着る物は布を買って仕立て、解れたら自ら繕う。男二人で針仕事とは、人に見られたくない姿なのだが、逆を言えば、男二人で造形に気を遣う意味も無い。武器と装備は師匠譲りで、何の金属が使われているのか、異常な強度を誇っている。刃も毀れず、血も『水遁』で剥がすので、錆びる気配も無い。
「堅実ですね。さすがです」
「そんなつもりは」
「しっかりしてるし、腕っぷしも強いし、顔も良い。クロエ、しっかり捕まえときなよ?」
「ちょっと、リッカさん!」
「ギルドに必要だろ?」
「え? あ、はい」
「なにあんた? なんだと思ったの?」
「もう、ちょっと! あっち行っててください!」
「それじゃあ、今日はこれで」
「あ、はい。また明日」
「ばいばーい」
二人に見送られて外に出る。ギルドに入る前から、視線を感じるな。
「――土遁」
俺は印を組み、術を発動させた。『土遁』は俗に言う『光学迷彩』だ。周りの風景に、人に溶け込み、自身を認識の対象から外させる。

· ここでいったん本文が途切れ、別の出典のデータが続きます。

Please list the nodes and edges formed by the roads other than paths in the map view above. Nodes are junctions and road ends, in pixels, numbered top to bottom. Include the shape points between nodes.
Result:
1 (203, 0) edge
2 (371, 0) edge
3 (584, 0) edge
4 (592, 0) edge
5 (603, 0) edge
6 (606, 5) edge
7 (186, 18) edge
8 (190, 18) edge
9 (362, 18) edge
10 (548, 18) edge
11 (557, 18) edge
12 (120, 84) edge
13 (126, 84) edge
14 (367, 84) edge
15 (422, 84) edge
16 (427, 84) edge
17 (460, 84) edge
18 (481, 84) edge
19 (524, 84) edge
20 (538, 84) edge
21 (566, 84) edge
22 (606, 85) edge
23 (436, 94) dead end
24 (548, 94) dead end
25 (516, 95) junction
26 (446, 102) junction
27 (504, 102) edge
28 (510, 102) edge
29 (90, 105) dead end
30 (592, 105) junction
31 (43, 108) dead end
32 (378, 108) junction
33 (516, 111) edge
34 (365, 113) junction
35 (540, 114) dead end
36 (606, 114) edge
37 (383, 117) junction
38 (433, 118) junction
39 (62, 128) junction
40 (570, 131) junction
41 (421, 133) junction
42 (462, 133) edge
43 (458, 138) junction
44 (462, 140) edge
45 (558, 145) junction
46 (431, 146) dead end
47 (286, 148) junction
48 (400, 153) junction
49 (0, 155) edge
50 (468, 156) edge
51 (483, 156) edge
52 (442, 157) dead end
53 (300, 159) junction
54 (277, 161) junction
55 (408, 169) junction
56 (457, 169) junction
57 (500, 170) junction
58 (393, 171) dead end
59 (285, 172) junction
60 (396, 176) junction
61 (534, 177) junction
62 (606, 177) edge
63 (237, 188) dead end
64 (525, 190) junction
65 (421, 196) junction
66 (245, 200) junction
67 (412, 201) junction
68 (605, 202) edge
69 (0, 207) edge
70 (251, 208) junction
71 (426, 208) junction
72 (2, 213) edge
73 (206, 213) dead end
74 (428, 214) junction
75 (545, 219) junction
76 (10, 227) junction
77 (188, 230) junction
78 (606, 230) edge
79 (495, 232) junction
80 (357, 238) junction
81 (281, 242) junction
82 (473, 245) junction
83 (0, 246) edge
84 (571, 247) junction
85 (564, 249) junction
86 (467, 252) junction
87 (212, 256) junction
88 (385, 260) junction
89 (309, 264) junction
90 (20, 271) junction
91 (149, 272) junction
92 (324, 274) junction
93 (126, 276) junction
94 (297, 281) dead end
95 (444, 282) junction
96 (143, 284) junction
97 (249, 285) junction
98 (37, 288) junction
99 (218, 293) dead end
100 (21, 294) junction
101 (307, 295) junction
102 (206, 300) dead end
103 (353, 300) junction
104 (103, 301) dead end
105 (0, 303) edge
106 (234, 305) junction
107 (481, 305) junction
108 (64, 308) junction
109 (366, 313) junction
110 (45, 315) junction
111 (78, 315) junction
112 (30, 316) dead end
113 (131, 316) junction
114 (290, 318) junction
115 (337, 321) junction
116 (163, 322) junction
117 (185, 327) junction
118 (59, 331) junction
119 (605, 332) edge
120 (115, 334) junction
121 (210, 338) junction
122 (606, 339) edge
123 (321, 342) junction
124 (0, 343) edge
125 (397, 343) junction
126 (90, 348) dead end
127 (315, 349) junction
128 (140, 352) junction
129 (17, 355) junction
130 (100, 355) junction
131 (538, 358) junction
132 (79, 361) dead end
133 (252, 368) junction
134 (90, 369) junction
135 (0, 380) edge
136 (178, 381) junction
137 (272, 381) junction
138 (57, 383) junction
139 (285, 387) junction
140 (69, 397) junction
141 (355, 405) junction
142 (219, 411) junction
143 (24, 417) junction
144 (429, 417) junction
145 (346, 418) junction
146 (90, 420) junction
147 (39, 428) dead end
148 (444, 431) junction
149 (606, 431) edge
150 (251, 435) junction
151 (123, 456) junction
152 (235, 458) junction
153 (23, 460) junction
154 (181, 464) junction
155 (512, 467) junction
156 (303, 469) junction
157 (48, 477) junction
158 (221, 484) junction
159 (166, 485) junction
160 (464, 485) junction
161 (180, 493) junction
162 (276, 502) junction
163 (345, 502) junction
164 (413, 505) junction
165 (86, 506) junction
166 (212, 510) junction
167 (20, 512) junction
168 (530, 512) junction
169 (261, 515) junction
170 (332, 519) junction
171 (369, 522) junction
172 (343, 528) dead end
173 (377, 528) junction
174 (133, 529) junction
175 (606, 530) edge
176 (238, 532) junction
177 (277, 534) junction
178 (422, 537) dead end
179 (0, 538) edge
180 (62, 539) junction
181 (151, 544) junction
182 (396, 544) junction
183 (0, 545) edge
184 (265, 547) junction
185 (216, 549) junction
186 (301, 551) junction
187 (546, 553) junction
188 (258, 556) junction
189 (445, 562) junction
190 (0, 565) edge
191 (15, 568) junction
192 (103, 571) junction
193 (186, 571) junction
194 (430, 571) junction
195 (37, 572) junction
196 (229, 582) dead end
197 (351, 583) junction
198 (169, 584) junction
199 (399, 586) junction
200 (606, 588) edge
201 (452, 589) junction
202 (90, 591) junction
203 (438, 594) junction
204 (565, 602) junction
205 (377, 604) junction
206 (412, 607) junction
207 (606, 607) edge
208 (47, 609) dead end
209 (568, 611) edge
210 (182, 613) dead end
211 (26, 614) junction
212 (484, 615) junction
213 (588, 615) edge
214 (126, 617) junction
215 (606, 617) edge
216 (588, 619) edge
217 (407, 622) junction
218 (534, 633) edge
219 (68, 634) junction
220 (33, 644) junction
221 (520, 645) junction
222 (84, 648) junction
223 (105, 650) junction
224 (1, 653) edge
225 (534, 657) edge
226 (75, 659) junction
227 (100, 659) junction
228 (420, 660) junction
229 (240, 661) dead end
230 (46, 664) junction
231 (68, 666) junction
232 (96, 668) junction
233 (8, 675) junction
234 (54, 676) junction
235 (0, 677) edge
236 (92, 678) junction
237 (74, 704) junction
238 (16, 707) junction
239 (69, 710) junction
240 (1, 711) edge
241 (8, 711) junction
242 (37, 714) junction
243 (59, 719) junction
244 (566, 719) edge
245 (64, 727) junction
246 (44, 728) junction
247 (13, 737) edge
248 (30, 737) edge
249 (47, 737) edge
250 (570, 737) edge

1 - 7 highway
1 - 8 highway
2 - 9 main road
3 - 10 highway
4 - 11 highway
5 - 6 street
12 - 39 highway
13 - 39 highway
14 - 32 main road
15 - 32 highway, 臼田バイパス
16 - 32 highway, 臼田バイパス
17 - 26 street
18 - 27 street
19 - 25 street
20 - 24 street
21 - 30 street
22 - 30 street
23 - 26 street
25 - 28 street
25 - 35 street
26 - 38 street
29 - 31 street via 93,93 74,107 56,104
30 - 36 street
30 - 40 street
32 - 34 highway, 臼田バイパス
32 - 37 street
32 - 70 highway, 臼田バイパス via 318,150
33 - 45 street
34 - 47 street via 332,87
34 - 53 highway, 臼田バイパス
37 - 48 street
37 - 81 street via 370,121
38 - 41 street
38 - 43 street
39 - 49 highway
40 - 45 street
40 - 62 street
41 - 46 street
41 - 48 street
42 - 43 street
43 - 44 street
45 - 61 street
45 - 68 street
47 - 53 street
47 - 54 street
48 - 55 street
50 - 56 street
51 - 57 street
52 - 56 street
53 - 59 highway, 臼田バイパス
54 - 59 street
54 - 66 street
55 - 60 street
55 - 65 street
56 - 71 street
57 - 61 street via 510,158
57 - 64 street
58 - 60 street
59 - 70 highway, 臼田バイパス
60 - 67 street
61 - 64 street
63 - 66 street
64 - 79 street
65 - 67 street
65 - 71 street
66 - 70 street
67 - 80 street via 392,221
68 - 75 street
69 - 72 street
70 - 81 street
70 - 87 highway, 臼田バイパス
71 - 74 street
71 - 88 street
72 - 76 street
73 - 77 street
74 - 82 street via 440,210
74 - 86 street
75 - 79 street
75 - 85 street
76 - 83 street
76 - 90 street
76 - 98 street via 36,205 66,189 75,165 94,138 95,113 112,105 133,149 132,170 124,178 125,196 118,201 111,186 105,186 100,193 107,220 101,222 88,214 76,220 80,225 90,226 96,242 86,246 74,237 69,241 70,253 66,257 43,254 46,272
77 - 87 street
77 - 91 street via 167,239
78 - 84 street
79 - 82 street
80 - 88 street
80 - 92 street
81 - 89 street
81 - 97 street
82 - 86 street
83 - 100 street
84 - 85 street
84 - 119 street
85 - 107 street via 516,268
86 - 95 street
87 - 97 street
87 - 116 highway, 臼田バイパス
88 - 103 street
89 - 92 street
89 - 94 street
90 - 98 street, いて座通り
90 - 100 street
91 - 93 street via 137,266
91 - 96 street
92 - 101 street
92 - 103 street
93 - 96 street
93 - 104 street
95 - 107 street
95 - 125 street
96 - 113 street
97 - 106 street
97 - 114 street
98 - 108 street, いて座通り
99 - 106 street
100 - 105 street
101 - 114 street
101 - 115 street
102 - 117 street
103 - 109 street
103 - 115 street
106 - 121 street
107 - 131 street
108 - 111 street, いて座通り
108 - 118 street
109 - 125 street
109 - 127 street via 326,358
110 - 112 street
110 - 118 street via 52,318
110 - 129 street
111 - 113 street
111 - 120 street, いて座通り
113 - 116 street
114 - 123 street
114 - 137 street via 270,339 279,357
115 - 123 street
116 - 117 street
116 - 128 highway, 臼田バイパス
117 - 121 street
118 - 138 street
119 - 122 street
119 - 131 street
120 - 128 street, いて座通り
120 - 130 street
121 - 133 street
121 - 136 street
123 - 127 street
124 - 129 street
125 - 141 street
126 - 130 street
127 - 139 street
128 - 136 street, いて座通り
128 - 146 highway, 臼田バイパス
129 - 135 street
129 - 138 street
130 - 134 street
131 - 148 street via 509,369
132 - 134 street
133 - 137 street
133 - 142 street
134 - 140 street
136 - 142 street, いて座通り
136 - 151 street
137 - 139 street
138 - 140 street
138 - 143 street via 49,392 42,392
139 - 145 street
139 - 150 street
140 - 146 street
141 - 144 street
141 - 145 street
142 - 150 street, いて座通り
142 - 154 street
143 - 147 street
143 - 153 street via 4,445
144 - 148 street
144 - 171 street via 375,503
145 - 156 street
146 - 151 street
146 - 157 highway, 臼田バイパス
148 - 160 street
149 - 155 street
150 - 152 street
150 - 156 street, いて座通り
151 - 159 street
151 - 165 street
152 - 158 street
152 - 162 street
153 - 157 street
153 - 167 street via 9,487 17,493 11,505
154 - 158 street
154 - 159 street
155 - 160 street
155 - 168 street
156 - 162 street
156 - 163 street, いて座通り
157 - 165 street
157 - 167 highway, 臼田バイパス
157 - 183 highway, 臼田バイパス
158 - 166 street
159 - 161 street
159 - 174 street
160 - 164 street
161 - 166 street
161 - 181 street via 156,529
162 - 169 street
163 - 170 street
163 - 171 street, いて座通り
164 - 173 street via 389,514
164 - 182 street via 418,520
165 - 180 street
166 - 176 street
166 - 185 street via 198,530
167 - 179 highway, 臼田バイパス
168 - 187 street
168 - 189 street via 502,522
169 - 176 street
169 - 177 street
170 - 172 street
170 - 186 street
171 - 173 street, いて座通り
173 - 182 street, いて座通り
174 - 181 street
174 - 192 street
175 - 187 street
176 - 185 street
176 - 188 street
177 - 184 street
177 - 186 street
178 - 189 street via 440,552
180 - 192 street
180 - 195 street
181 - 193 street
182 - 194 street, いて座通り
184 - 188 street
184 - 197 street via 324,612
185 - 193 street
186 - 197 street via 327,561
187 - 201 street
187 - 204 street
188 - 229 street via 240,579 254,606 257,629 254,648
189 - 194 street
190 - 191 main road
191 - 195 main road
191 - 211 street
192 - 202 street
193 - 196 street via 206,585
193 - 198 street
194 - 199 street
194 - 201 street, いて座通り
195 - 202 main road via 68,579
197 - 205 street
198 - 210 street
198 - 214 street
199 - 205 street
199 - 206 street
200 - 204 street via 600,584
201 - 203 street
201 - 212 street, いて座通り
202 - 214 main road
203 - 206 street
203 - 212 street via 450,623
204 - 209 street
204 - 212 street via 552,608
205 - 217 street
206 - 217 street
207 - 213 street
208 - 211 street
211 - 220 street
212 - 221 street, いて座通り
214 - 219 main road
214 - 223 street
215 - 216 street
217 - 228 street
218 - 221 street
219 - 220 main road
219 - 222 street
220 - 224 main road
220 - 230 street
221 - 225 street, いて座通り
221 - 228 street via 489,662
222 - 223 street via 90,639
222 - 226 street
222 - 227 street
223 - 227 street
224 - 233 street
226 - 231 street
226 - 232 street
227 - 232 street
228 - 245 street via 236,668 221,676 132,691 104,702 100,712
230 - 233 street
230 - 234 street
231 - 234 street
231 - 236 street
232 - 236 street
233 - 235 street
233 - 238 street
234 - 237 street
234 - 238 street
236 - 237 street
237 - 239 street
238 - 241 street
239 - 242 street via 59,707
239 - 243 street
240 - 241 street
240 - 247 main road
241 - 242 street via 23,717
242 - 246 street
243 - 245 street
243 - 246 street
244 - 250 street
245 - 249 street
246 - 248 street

道行く人を避けながら、堂々と歩いて視線の先に歩いて行く。相手は見失って驚いたのか、キョロキョロと周囲を見回して、こちらに走って来た。
「誰だ?」
「え? あ? げっ」
前に来た身体を受け止め、術を解除する。今度はもっと驚いて、腕の中で身体がビクリと跳ね上がった。
「誰だと聞いている」
俺より年上だろうか。大きな帽子を被り、ローブを着た女性だった。
「ル、ルーシーよ」
取り繕ったように笑う。
「私と、パーティ組まない?」
「――それが、あのパーティにいた魔法使いかい?」
「応」
邪神が、再び酒を注いだ。
「女難の相が出てるねえ」
「説いたぞ――何故、己が『伝心』を帯びている?」
「君のスキルだからだよ。君の師匠は嘘を吐いたんだ。言っただろう? 『スキルの神も驚いて、君に変なの付けちゃった』ってさ」
思えば。
――しかし、テレパシーとはさすが師匠だ。
あれは、俺の事だったのか。
「師は知っていたか」
「そりゃそうさ。彼が、どうして一人で戦えたと思う? スキルのせいだ。彼は『情報開示』を持っていた。初めに目覚めた時、『膜が張っていた』んだろう?」
「ぬ……?」
「ステータスを見られていたんだ。『情報開示』は、相手のステータス・スキル・使用魔法、ものによっては弱点まで見えるからね」
「貴様、何故師匠の技能を知っている?」
「会ったことがあるから」
「我が師は、神と拝謁したか?」
「いや。彼と会ったのは、僕が『魔王』だった頃だよ」
「今、何と――」
「僕が前回の魔王だったんだ。前回は『スキル』やら『カルマ』やらが発生して、神々も忙しくてね。しょうがないから、僕が『魔王』を買って出た。死んでから、神に祀り上げられたんだ」
「己は魔族か?」
「いや、僕はただの外道さ」
「師匠は、何故『伝心』を己が技能と誑かしたのだ?」
「『詐欺師』が発動出来るのは、人のための嘘だけなんだよ? 君のために決まってるじゃないか。転移して、テレパシーなんて厄介なスキル持ってるなんて気付いたら、取り乱すに決まってる」
確かに、この邪神は知っていたのだ。
――君のような転移の傍に、そんな人がいるなんて運がいい。
己は、痴れ者だ。身を尽くしてくれた師を弔えず、愚かに生き続けている。